━━━ RECORDS FOR THIS TASK ━━━

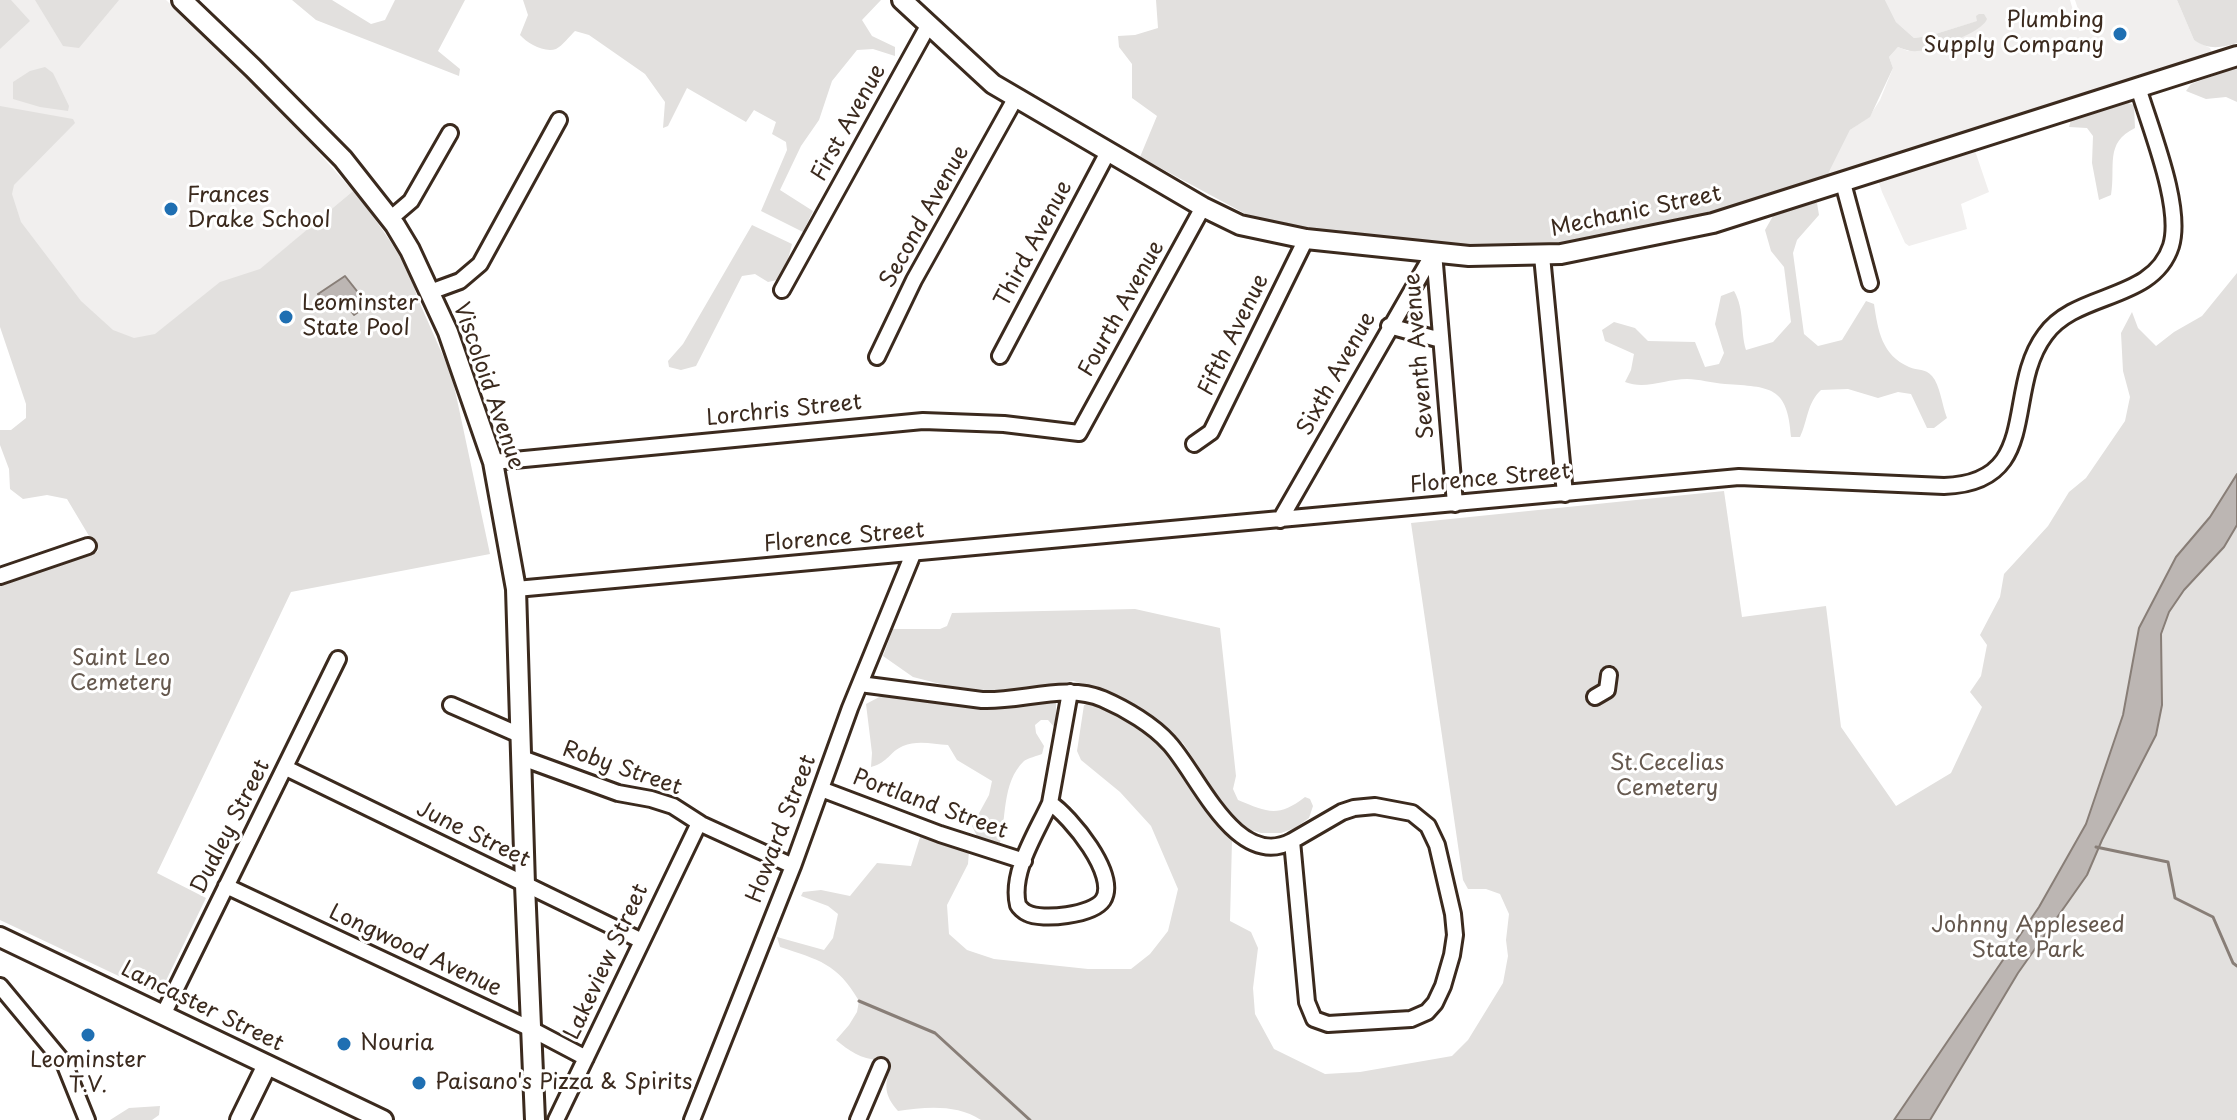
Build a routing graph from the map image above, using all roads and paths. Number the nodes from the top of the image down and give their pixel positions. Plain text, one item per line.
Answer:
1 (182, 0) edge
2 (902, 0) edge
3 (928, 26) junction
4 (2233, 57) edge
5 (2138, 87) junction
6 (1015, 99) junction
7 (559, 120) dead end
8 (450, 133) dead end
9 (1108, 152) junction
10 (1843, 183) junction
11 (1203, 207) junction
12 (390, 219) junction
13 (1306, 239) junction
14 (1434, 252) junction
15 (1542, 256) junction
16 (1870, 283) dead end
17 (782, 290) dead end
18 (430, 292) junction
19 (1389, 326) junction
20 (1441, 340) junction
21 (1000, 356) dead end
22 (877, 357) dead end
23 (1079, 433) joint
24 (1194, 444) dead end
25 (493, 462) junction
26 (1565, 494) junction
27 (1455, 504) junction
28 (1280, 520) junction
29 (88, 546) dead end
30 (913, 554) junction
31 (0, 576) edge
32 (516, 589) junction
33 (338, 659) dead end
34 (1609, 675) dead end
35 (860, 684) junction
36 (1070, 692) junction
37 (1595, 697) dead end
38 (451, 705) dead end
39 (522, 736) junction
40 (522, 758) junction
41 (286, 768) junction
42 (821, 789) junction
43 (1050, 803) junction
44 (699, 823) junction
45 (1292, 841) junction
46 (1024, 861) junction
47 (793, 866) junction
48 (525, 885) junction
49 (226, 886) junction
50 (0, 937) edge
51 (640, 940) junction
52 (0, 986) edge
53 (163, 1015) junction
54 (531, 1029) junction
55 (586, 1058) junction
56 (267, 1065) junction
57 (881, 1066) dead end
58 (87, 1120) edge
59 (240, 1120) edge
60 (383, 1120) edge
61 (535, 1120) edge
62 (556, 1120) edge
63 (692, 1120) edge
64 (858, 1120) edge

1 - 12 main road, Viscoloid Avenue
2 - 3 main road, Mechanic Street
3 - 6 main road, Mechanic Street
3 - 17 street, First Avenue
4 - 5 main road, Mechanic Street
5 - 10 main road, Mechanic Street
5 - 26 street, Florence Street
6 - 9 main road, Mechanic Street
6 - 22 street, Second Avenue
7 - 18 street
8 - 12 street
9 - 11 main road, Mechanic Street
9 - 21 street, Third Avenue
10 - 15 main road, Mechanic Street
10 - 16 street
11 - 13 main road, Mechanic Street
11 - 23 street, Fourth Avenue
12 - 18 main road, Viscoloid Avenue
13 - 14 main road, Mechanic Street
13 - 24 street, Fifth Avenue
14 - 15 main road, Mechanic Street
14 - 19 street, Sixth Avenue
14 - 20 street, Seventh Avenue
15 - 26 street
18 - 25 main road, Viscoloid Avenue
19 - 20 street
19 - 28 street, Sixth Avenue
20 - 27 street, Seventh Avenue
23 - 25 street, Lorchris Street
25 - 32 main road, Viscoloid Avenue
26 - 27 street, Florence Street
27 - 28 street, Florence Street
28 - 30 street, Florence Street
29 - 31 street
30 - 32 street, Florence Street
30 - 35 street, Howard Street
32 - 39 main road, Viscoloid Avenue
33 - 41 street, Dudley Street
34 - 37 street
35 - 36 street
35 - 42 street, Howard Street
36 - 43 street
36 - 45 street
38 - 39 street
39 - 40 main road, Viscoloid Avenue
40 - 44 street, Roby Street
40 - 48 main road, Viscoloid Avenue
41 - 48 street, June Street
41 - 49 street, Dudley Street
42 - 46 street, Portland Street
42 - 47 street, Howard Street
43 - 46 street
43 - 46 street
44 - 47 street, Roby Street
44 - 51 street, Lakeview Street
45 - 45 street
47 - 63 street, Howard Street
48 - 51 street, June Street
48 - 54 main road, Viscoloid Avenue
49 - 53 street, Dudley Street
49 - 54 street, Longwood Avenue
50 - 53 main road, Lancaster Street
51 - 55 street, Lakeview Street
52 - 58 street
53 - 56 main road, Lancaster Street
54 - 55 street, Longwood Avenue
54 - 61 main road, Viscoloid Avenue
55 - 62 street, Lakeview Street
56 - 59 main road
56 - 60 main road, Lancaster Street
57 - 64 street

━━━
━━━ RECORDS FOR THIS TASK ━━━

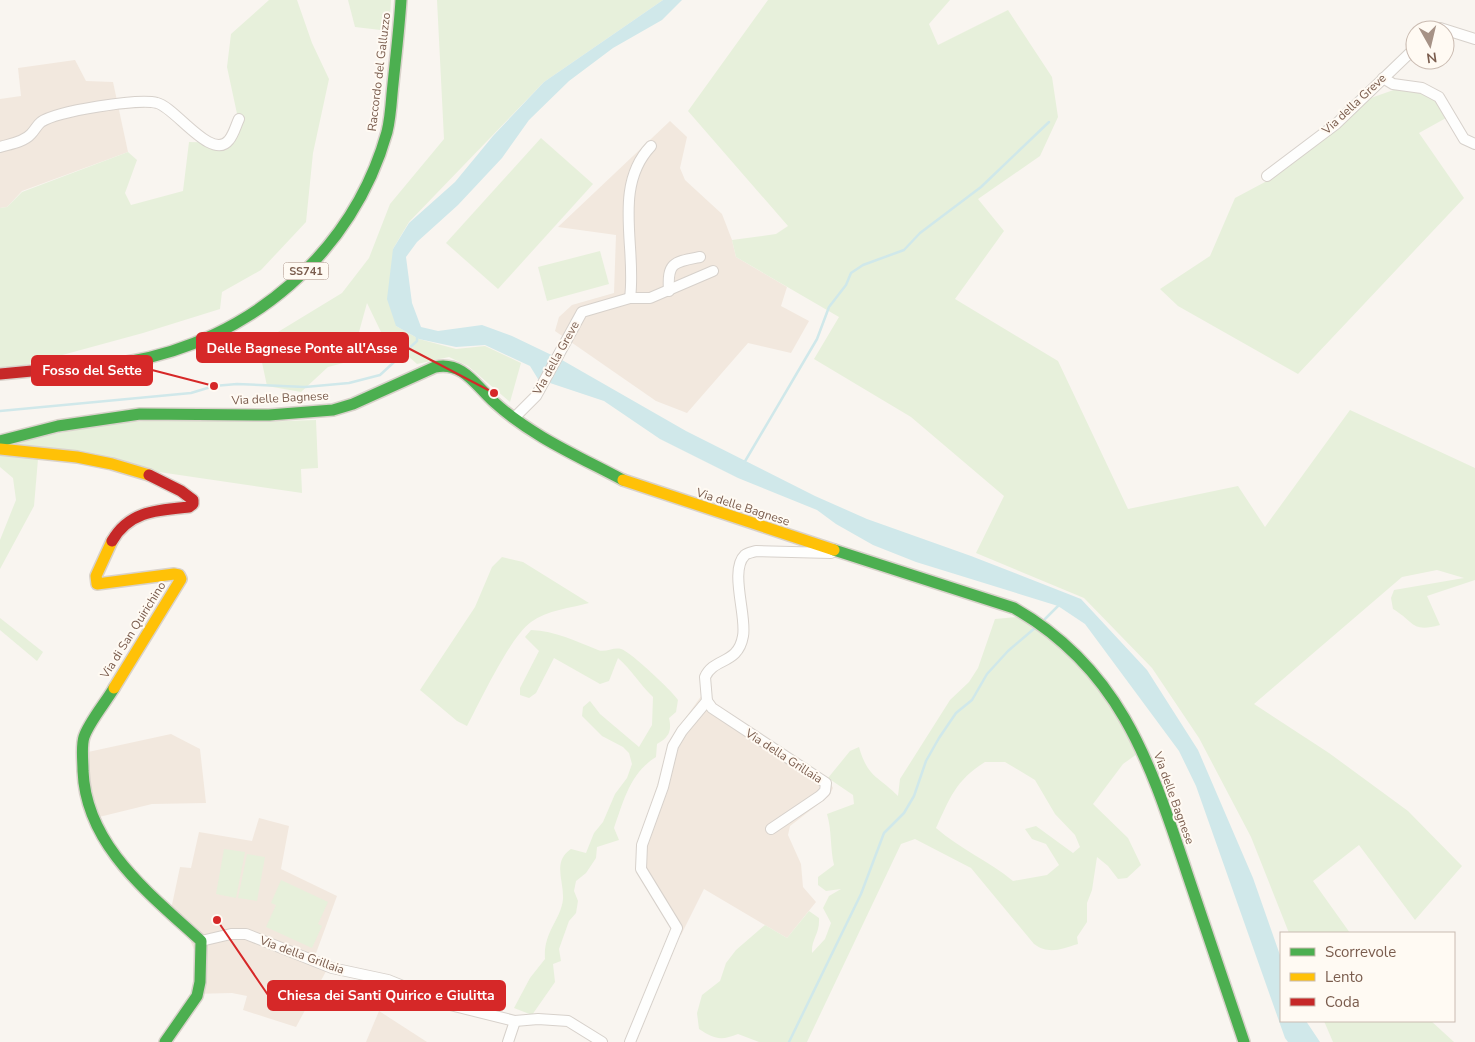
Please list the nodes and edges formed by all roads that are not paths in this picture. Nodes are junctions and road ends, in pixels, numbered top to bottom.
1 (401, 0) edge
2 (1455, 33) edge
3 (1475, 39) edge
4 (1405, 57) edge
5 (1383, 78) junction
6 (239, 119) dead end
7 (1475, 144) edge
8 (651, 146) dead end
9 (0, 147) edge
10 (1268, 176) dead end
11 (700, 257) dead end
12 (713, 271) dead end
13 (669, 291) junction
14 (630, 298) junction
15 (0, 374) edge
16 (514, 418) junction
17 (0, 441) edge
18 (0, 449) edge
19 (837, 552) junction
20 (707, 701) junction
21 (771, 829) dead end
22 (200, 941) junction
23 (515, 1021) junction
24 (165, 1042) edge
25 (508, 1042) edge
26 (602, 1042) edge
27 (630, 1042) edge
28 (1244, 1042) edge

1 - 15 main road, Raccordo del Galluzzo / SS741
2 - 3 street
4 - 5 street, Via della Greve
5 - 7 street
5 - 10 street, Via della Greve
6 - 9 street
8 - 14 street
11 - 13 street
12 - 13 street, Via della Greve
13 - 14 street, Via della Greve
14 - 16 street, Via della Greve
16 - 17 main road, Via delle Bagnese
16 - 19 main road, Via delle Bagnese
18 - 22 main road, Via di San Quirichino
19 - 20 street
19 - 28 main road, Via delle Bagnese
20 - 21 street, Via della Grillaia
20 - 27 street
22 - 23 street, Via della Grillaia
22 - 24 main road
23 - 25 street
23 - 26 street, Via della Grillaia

━━━

EXERCISE AIM ▸ Show all lines above holding "roads".

ANSWER TO THIS TASK ▸
Build a routing graph from the map image above, using all roads and paths. Number the nodes from the top of the image down and give their pixel positions. Plain text, one item per line.
Please list the nodes and edges formed by all roads that are not paths in this picture. Nodes are junctions and road ends, in pixels, numbered top to bottom.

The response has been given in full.